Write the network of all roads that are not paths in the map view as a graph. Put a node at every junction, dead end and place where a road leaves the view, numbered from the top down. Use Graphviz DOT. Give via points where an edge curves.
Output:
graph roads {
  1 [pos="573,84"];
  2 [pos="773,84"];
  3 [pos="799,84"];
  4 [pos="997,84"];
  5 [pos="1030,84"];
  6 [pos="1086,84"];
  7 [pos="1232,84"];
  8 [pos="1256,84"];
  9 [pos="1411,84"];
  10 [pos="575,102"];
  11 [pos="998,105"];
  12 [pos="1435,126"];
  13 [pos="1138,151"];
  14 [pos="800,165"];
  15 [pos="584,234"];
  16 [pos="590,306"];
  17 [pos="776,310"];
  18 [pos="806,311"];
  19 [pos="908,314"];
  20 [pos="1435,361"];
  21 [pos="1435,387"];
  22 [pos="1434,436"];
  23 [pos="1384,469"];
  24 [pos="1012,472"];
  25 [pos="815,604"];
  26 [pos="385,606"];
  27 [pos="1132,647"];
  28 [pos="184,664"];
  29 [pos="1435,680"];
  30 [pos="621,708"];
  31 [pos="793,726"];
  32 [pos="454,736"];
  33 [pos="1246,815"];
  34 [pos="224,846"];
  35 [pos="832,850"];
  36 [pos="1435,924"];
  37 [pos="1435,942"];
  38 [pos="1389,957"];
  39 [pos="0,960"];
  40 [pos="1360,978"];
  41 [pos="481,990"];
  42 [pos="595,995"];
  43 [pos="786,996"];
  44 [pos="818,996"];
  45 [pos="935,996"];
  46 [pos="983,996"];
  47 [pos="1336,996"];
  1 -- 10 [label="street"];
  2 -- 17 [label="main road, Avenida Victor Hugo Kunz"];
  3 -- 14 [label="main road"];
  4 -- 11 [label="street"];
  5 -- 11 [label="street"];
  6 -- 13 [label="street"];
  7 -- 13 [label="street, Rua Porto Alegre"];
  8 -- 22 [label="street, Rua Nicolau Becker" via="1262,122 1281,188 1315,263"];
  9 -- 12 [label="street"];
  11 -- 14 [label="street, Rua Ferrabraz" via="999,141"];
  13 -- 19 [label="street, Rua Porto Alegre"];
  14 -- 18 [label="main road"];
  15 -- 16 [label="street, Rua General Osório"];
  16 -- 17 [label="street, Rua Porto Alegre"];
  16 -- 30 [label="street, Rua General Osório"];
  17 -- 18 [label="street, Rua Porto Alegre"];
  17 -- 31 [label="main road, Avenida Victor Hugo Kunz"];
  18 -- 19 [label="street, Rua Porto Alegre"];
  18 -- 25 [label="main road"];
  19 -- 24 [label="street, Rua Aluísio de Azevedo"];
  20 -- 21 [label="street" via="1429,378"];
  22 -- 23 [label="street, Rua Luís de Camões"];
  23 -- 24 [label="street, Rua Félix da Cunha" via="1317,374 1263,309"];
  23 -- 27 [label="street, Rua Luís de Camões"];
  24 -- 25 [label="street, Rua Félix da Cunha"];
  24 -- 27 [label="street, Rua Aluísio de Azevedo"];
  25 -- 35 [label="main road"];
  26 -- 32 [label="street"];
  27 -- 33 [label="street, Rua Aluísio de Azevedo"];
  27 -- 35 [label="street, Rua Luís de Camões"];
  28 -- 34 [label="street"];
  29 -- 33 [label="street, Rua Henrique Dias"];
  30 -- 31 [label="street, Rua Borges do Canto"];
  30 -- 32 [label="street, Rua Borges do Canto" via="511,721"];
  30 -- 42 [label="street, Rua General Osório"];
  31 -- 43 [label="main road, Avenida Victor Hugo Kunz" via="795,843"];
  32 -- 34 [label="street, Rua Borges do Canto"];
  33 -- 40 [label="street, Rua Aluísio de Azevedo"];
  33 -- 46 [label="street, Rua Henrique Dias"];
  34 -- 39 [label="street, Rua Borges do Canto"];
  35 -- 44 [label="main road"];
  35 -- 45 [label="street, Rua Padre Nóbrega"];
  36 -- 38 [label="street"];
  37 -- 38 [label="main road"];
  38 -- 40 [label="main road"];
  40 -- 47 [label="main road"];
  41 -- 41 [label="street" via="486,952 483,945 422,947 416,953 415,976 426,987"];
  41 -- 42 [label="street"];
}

**What needs to be done**
Copy the whole listing once more, exactly.

**Result for this task**
Write the network of all roads that are not paths in the map view as a graph. Put a node at every junction, dead end and place where a road leaves the view, numbered from the top down. Use Graphviz DOT. Give via points where an edge curves.
Output:
graph roads {
  1 [pos="573,84"];
  2 [pos="773,84"];
  3 [pos="799,84"];
  4 [pos="997,84"];
  5 [pos="1030,84"];
  6 [pos="1086,84"];
  7 [pos="1232,84"];
  8 [pos="1256,84"];
  9 [pos="1411,84"];
  10 [pos="575,102"];
  11 [pos="998,105"];
  12 [pos="1435,126"];
  13 [pos="1138,151"];
  14 [pos="800,165"];
  15 [pos="584,234"];
  16 [pos="590,306"];
  17 [pos="776,310"];
  18 [pos="806,311"];
  19 [pos="908,314"];
  20 [pos="1435,361"];
  21 [pos="1435,387"];
  22 [pos="1434,436"];
  23 [pos="1384,469"];
  24 [pos="1012,472"];
  25 [pos="815,604"];
  26 [pos="385,606"];
  27 [pos="1132,647"];
  28 [pos="184,664"];
  29 [pos="1435,680"];
  30 [pos="621,708"];
  31 [pos="793,726"];
  32 [pos="454,736"];
  33 [pos="1246,815"];
  34 [pos="224,846"];
  35 [pos="832,850"];
  36 [pos="1435,924"];
  37 [pos="1435,942"];
  38 [pos="1389,957"];
  39 [pos="0,960"];
  40 [pos="1360,978"];
  41 [pos="481,990"];
  42 [pos="595,995"];
  43 [pos="786,996"];
  44 [pos="818,996"];
  45 [pos="935,996"];
  46 [pos="983,996"];
  47 [pos="1336,996"];
  1 -- 10 [label="street"];
  2 -- 17 [label="main road, Avenida Victor Hugo Kunz"];
  3 -- 14 [label="main road"];
  4 -- 11 [label="street"];
  5 -- 11 [label="street"];
  6 -- 13 [label="street"];
  7 -- 13 [label="street, Rua Porto Alegre"];
  8 -- 22 [label="street, Rua Nicolau Becker" via="1262,122 1281,188 1315,263"];
  9 -- 12 [label="street"];
  11 -- 14 [label="street, Rua Ferrabraz" via="999,141"];
  13 -- 19 [label="street, Rua Porto Alegre"];
  14 -- 18 [label="main road"];
  15 -- 16 [label="street, Rua General Osório"];
  16 -- 17 [label="street, Rua Porto Alegre"];
  16 -- 30 [label="street, Rua General Osório"];
  17 -- 18 [label="street, Rua Porto Alegre"];
  17 -- 31 [label="main road, Avenida Victor Hugo Kunz"];
  18 -- 19 [label="street, Rua Porto Alegre"];
  18 -- 25 [label="main road"];
  19 -- 24 [label="street, Rua Aluísio de Azevedo"];
  20 -- 21 [label="street" via="1429,378"];
  22 -- 23 [label="street, Rua Luís de Camões"];
  23 -- 24 [label="street, Rua Félix da Cunha" via="1317,374 1263,309"];
  23 -- 27 [label="street, Rua Luís de Camões"];
  24 -- 25 [label="street, Rua Félix da Cunha"];
  24 -- 27 [label="street, Rua Aluísio de Azevedo"];
  25 -- 35 [label="main road"];
  26 -- 32 [label="street"];
  27 -- 33 [label="street, Rua Aluísio de Azevedo"];
  27 -- 35 [label="street, Rua Luís de Camões"];
  28 -- 34 [label="street"];
  29 -- 33 [label="street, Rua Henrique Dias"];
  30 -- 31 [label="street, Rua Borges do Canto"];
  30 -- 32 [label="street, Rua Borges do Canto" via="511,721"];
  30 -- 42 [label="street, Rua General Osório"];
  31 -- 43 [label="main road, Avenida Victor Hugo Kunz" via="795,843"];
  32 -- 34 [label="street, Rua Borges do Canto"];
  33 -- 40 [label="street, Rua Aluísio de Azevedo"];
  33 -- 46 [label="street, Rua Henrique Dias"];
  34 -- 39 [label="street, Rua Borges do Canto"];
  35 -- 44 [label="main road"];
  35 -- 45 [label="street, Rua Padre Nóbrega"];
  36 -- 38 [label="street"];
  37 -- 38 [label="main road"];
  38 -- 40 [label="main road"];
  40 -- 47 [label="main road"];
  41 -- 41 [label="street" via="486,952 483,945 422,947 416,953 415,976 426,987"];
  41 -- 42 [label="street"];
}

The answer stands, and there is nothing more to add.